Required work
Retype all the data word for word.

** Opening Material supplied block **

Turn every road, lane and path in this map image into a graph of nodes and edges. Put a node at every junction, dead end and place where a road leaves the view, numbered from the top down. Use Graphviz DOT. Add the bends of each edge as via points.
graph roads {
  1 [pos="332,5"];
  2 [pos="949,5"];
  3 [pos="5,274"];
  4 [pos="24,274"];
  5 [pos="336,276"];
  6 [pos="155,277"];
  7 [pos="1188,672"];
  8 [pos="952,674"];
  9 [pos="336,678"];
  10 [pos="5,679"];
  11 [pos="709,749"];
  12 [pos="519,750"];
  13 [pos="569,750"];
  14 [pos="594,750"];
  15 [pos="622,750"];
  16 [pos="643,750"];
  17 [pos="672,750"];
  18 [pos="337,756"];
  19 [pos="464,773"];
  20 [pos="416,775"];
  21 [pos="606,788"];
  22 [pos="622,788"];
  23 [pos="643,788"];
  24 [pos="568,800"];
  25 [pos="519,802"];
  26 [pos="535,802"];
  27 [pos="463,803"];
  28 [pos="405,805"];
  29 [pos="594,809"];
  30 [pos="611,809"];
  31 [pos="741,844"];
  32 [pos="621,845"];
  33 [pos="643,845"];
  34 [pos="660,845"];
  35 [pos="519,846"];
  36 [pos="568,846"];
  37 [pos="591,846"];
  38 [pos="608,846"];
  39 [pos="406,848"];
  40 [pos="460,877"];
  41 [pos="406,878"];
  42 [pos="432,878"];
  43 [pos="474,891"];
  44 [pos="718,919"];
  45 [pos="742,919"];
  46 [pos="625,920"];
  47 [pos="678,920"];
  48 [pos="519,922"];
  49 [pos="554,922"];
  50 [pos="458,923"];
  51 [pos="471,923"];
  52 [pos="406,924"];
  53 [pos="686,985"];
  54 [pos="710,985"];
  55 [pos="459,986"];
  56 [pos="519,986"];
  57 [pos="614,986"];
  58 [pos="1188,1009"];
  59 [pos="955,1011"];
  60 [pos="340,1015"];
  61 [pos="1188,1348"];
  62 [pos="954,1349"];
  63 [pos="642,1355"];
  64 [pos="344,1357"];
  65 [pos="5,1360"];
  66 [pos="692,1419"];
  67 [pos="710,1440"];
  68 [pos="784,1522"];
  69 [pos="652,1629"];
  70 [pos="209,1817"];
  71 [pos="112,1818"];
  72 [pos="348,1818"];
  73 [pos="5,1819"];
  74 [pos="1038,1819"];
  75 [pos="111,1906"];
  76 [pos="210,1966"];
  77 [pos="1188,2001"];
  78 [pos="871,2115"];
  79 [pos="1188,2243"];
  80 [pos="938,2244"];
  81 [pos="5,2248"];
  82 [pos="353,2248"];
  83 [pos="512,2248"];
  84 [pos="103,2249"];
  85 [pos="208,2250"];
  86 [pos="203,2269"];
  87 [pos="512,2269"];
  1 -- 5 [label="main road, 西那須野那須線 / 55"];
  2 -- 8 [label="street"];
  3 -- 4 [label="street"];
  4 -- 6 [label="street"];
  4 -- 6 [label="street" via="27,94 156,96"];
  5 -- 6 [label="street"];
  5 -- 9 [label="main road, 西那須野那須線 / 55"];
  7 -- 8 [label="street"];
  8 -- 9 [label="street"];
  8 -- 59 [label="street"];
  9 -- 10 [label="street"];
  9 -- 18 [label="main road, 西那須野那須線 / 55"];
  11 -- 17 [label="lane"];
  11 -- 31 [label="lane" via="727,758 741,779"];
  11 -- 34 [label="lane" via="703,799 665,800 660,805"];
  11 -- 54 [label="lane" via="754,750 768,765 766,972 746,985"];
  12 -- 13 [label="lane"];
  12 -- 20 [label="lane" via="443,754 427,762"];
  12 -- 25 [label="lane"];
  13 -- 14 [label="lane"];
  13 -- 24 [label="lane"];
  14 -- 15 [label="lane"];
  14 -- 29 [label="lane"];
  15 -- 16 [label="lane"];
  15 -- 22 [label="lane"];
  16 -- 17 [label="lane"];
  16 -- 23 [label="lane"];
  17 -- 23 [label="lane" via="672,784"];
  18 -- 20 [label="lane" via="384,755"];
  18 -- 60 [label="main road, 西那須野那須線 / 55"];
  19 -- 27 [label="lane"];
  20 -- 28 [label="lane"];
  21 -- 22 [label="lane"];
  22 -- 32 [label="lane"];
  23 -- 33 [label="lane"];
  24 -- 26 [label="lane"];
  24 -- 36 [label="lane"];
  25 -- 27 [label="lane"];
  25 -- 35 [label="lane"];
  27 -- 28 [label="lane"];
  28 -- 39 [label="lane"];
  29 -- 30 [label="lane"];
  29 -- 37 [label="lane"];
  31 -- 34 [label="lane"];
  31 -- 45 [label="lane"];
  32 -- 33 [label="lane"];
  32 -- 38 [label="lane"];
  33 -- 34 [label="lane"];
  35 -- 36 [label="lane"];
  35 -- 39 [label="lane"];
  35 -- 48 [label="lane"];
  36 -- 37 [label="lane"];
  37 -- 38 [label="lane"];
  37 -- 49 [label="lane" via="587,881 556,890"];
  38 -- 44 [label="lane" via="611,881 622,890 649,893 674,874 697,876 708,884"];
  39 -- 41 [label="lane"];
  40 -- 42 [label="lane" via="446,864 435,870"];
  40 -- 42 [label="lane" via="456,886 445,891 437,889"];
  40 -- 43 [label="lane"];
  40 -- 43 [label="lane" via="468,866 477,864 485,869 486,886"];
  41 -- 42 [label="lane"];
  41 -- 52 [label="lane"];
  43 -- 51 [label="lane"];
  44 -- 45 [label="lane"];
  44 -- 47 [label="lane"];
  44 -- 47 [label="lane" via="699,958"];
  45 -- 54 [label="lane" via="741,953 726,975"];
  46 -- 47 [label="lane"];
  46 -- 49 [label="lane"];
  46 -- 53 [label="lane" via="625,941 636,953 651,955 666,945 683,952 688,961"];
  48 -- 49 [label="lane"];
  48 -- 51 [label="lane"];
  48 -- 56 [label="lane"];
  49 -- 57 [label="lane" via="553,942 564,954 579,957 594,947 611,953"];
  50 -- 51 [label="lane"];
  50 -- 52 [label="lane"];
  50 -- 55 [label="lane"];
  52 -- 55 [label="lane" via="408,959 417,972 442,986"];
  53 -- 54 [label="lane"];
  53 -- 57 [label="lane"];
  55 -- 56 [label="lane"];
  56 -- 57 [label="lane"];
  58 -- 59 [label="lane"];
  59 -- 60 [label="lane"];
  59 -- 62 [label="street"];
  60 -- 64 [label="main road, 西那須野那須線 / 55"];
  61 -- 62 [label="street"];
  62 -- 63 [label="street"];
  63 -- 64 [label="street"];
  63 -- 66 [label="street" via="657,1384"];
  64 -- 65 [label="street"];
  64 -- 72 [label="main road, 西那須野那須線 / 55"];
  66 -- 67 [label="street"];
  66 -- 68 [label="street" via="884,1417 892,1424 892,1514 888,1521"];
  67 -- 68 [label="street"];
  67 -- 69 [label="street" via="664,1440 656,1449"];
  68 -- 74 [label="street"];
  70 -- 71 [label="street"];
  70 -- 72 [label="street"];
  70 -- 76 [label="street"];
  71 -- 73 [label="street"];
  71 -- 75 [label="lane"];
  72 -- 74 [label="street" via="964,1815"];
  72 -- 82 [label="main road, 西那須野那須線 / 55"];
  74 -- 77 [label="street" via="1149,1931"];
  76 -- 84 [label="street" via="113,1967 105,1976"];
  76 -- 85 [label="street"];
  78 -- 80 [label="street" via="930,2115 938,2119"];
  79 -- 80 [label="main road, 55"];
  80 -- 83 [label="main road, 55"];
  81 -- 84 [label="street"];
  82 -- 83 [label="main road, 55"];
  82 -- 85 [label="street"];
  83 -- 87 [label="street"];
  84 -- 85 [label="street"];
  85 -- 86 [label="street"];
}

** Closing Material supplied block **

Task output
Turn every road, lane and path in this map image into a graph of nodes and edges. Put a node at every junction, dead end and place where a road leaves the view, numbered from the top down. Use Graphviz DOT. Add the bends of each edge as via points.
graph roads {
  1 [pos="332,5"];
  2 [pos="949,5"];
  3 [pos="5,274"];
  4 [pos="24,274"];
  5 [pos="336,276"];
  6 [pos="155,277"];
  7 [pos="1188,672"];
  8 [pos="952,674"];
  9 [pos="336,678"];
  10 [pos="5,679"];
  11 [pos="709,749"];
  12 [pos="519,750"];
  13 [pos="569,750"];
  14 [pos="594,750"];
  15 [pos="622,750"];
  16 [pos="643,750"];
  17 [pos="672,750"];
  18 [pos="337,756"];
  19 [pos="464,773"];
  20 [pos="416,775"];
  21 [pos="606,788"];
  22 [pos="622,788"];
  23 [pos="643,788"];
  24 [pos="568,800"];
  25 [pos="519,802"];
  26 [pos="535,802"];
  27 [pos="463,803"];
  28 [pos="405,805"];
  29 [pos="594,809"];
  30 [pos="611,809"];
  31 [pos="741,844"];
  32 [pos="621,845"];
  33 [pos="643,845"];
  34 [pos="660,845"];
  35 [pos="519,846"];
  36 [pos="568,846"];
  37 [pos="591,846"];
  38 [pos="608,846"];
  39 [pos="406,848"];
  40 [pos="460,877"];
  41 [pos="406,878"];
  42 [pos="432,878"];
  43 [pos="474,891"];
  44 [pos="718,919"];
  45 [pos="742,919"];
  46 [pos="625,920"];
  47 [pos="678,920"];
  48 [pos="519,922"];
  49 [pos="554,922"];
  50 [pos="458,923"];
  51 [pos="471,923"];
  52 [pos="406,924"];
  53 [pos="686,985"];
  54 [pos="710,985"];
  55 [pos="459,986"];
  56 [pos="519,986"];
  57 [pos="614,986"];
  58 [pos="1188,1009"];
  59 [pos="955,1011"];
  60 [pos="340,1015"];
  61 [pos="1188,1348"];
  62 [pos="954,1349"];
  63 [pos="642,1355"];
  64 [pos="344,1357"];
  65 [pos="5,1360"];
  66 [pos="692,1419"];
  67 [pos="710,1440"];
  68 [pos="784,1522"];
  69 [pos="652,1629"];
  70 [pos="209,1817"];
  71 [pos="112,1818"];
  72 [pos="348,1818"];
  73 [pos="5,1819"];
  74 [pos="1038,1819"];
  75 [pos="111,1906"];
  76 [pos="210,1966"];
  77 [pos="1188,2001"];
  78 [pos="871,2115"];
  79 [pos="1188,2243"];
  80 [pos="938,2244"];
  81 [pos="5,2248"];
  82 [pos="353,2248"];
  83 [pos="512,2248"];
  84 [pos="103,2249"];
  85 [pos="208,2250"];
  86 [pos="203,2269"];
  87 [pos="512,2269"];
  1 -- 5 [label="main road, 西那須野那須線 / 55"];
  2 -- 8 [label="street"];
  3 -- 4 [label="street"];
  4 -- 6 [label="street"];
  4 -- 6 [label="street" via="27,94 156,96"];
  5 -- 6 [label="street"];
  5 -- 9 [label="main road, 西那須野那須線 / 55"];
  7 -- 8 [label="street"];
  8 -- 9 [label="street"];
  8 -- 59 [label="street"];
  9 -- 10 [label="street"];
  9 -- 18 [label="main road, 西那須野那須線 / 55"];
  11 -- 17 [label="lane"];
  11 -- 31 [label="lane" via="727,758 741,779"];
  11 -- 34 [label="lane" via="703,799 665,800 660,805"];
  11 -- 54 [label="lane" via="754,750 768,765 766,972 746,985"];
  12 -- 13 [label="lane"];
  12 -- 20 [label="lane" via="443,754 427,762"];
  12 -- 25 [label="lane"];
  13 -- 14 [label="lane"];
  13 -- 24 [label="lane"];
  14 -- 15 [label="lane"];
  14 -- 29 [label="lane"];
  15 -- 16 [label="lane"];
  15 -- 22 [label="lane"];
  16 -- 17 [label="lane"];
  16 -- 23 [label="lane"];
  17 -- 23 [label="lane" via="672,784"];
  18 -- 20 [label="lane" via="384,755"];
  18 -- 60 [label="main road, 西那須野那須線 / 55"];
  19 -- 27 [label="lane"];
  20 -- 28 [label="lane"];
  21 -- 22 [label="lane"];
  22 -- 32 [label="lane"];
  23 -- 33 [label="lane"];
  24 -- 26 [label="lane"];
  24 -- 36 [label="lane"];
  25 -- 27 [label="lane"];
  25 -- 35 [label="lane"];
  27 -- 28 [label="lane"];
  28 -- 39 [label="lane"];
  29 -- 30 [label="lane"];
  29 -- 37 [label="lane"];
  31 -- 34 [label="lane"];
  31 -- 45 [label="lane"];
  32 -- 33 [label="lane"];
  32 -- 38 [label="lane"];
  33 -- 34 [label="lane"];
  35 -- 36 [label="lane"];
  35 -- 39 [label="lane"];
  35 -- 48 [label="lane"];
  36 -- 37 [label="lane"];
  37 -- 38 [label="lane"];
  37 -- 49 [label="lane" via="587,881 556,890"];
  38 -- 44 [label="lane" via="611,881 622,890 649,893 674,874 697,876 708,884"];
  39 -- 41 [label="lane"];
  40 -- 42 [label="lane" via="446,864 435,870"];
  40 -- 42 [label="lane" via="456,886 445,891 437,889"];
  40 -- 43 [label="lane"];
  40 -- 43 [label="lane" via="468,866 477,864 485,869 486,886"];
  41 -- 42 [label="lane"];
  41 -- 52 [label="lane"];
  43 -- 51 [label="lane"];
  44 -- 45 [label="lane"];
  44 -- 47 [label="lane"];
  44 -- 47 [label="lane" via="699,958"];
  45 -- 54 [label="lane" via="741,953 726,975"];
  46 -- 47 [label="lane"];
  46 -- 49 [label="lane"];
  46 -- 53 [label="lane" via="625,941 636,953 651,955 666,945 683,952 688,961"];
  48 -- 49 [label="lane"];
  48 -- 51 [label="lane"];
  48 -- 56 [label="lane"];
  49 -- 57 [label="lane" via="553,942 564,954 579,957 594,947 611,953"];
  50 -- 51 [label="lane"];
  50 -- 52 [label="lane"];
  50 -- 55 [label="lane"];
  52 -- 55 [label="lane" via="408,959 417,972 442,986"];
  53 -- 54 [label="lane"];
  53 -- 57 [label="lane"];
  55 -- 56 [label="lane"];
  56 -- 57 [label="lane"];
  58 -- 59 [label="lane"];
  59 -- 60 [label="lane"];
  59 -- 62 [label="street"];
  60 -- 64 [label="main road, 西那須野那須線 / 55"];
  61 -- 62 [label="street"];
  62 -- 63 [label="street"];
  63 -- 64 [label="street"];
  63 -- 66 [label="street" via="657,1384"];
  64 -- 65 [label="street"];
  64 -- 72 [label="main road, 西那須野那須線 / 55"];
  66 -- 67 [label="street"];
  66 -- 68 [label="street" via="884,1417 892,1424 892,1514 888,1521"];
  67 -- 68 [label="street"];
  67 -- 69 [label="street" via="664,1440 656,1449"];
  68 -- 74 [label="street"];
  70 -- 71 [label="street"];
  70 -- 72 [label="street"];
  70 -- 76 [label="street"];
  71 -- 73 [label="street"];
  71 -- 75 [label="lane"];
  72 -- 74 [label="street" via="964,1815"];
  72 -- 82 [label="main road, 西那須野那須線 / 55"];
  74 -- 77 [label="street" via="1149,1931"];
  76 -- 84 [label="street" via="113,1967 105,1976"];
  76 -- 85 [label="street"];
  78 -- 80 [label="street" via="930,2115 938,2119"];
  79 -- 80 [label="main road, 55"];
  80 -- 83 [label="main road, 55"];
  81 -- 84 [label="street"];
  82 -- 83 [label="main road, 55"];
  82 -- 85 [label="street"];
  83 -- 87 [label="street"];
  84 -- 85 [label="street"];
  85 -- 86 [label="street"];
}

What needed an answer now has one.